## Pablo Valdunciel Sánchez 
### 3rd November, 2019

Implement the DBCluster algorthim

# Imports

In [7]:
import numpy as np 
import matplotlib.pyplot as plt
import itertools

from sklearn.datasets import load_iris
from sklearn.preprocessing import MinMaxScaler, StandardScaler
from sklearn.cluster import KMeans, AgglomerativeClustering, DBSCAN
from sklearn.metrics import accuracy_score

from scipy.cluster.hierarchy import dendrogram 
from scipy.stats import mode

#  DBCluster class

In [2]:
class DBCluster:
    """DBCluster class"""


    def __init__(self, n_clusters, D):
        """ Initializes the DBCluster instance """
        self.n_clusters = n_clusters
        self._D = D.copy()
        self._current_partition = [np.array(range(D.shape[0]))] #Po
        self._partition_history = []
        print(self)
    
    @staticmethod
    def _get_indexes(target, myList):
        """ Returns the indexes where the list 'myList' contains the 
            specified element 'target'
        """
        for i in range(len(myList)):
            if myList[i] == target:
                yield i
                
            
    def __str__(self):
        """ Provides a text representation of the DBCluster instance """
        return "DBCluster(n_clusters={})".format(self._n_clusters)
    
    def get_partition_history(self):
        """ Gets the partition history """
        return self._partition_history.copy() 
    
    def _geometric_var(self, cluster):
        """ Obtains the geometric variability of a subset of points """
        m = len(cluster)        
        g_var = 0 

        for i in range(len(cluster)):
            for j in range(i,len(cluster)):
                g_var += (self._D[i][j]**2)

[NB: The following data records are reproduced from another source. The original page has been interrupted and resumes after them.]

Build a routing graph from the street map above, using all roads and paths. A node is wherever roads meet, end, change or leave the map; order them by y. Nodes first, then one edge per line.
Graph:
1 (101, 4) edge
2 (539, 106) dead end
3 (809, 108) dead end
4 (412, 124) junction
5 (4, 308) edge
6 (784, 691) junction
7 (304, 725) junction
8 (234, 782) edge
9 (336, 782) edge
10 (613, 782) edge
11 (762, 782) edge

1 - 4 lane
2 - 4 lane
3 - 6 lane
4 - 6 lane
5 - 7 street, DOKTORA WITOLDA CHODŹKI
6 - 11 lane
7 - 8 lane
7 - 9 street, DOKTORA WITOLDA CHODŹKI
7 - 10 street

        return g_var /(2*(m**2))
    
    def divide(self):
        """ DBCluster algorithm """
        
        while len(self._current_partition) < self._n_clusters:
                        
            # Obtain all possible divisions
            all_divisions = self._get_possible_divisions()
            g_var = np.empty(len(all_divisions), dtype=float)
            
            # Compute the geometric variability of each possible division
            for i, d in enumerate(all_divisions): 
                cluster = self._current_partition[d["cluster"]]
                subcluster_1 = np.array(cluster[d["subcluster1"]])
                subcluster_2 = np.array(cluster[d["subcluster2"]])
                g_var[i] = self._geometric_var(subcluster_1) + self._geometric_var(subcluster_2)
                
            # Get the optimal division (minimal geometric variability)
            opt_division = all_divisions[np.argmin(g_var)]
            cluster = self._current_partition[opt_division["cluster"]]
            new_cluster_1 = np.array(cluster[opt_division["subcluster1"]])
            new_cluster_2 = np.array(cluster[opt_division["subcluster2"]])            
            
            # Add the new partition to the history
            self._partition_history.append(self._current_partition[:])
            
            # Modify the partition
            del self._current_partition[opt_division["cluster"]]
            self._current_partition.append(new_cluster_1)
            self._current_partition.append(new_cluster_2)
        
        self._partition_history.append(self._current_partition[:])
                       
    
    def _get_possible_divisions(self):  
        """ Generates all possible divisions given the current partition """
        all_divisions = []
        
        for index, cluster in enumerate(self._current_partition):
            binary_combinations = list(itertools.product([0, 1], repeat=len(cluster)))

            for comb in binary_combinations:
                if len(np.unique(comb)) > 1:
                    zero_indexes = list(DBCluster._get_indexes(0, list(comb)))
                    one_indexes = list(DBCluster._get_indexes(1, list(comb))) 
                    division = {"cluster":index, "subcluster1":np.array(zero_indexes), "subcluster2":np.array(one_indexes)}
                    all_divisions.append(division)

        return all_divisions
    

### Test

In [193]:
D = np.array([ 
    [0, 1, 3, 4, 7],
    [1, 0, 4, 4, 8],
    [3, 4, 0, 2, 8],
    [4, 4, 2, 0, 7],
    [7, 8, 8, 7, 0]
])

In [194]:
db = DBCluster(5, D)
db.divide()

DBCluster(n_clusters=5)


In [195]:
db.get_partition_history()

[[array([0, 1, 2, 3, 4])],
 [array([0, 1, 2]), array([3, 4])],
 [array([0, 1, 2]), array([3]), array([4])],
 [array([3]), array([4]), array([0, 1]), array([2])],
 [array([3]), array([4]), array([2]), array([0]), array([1])]]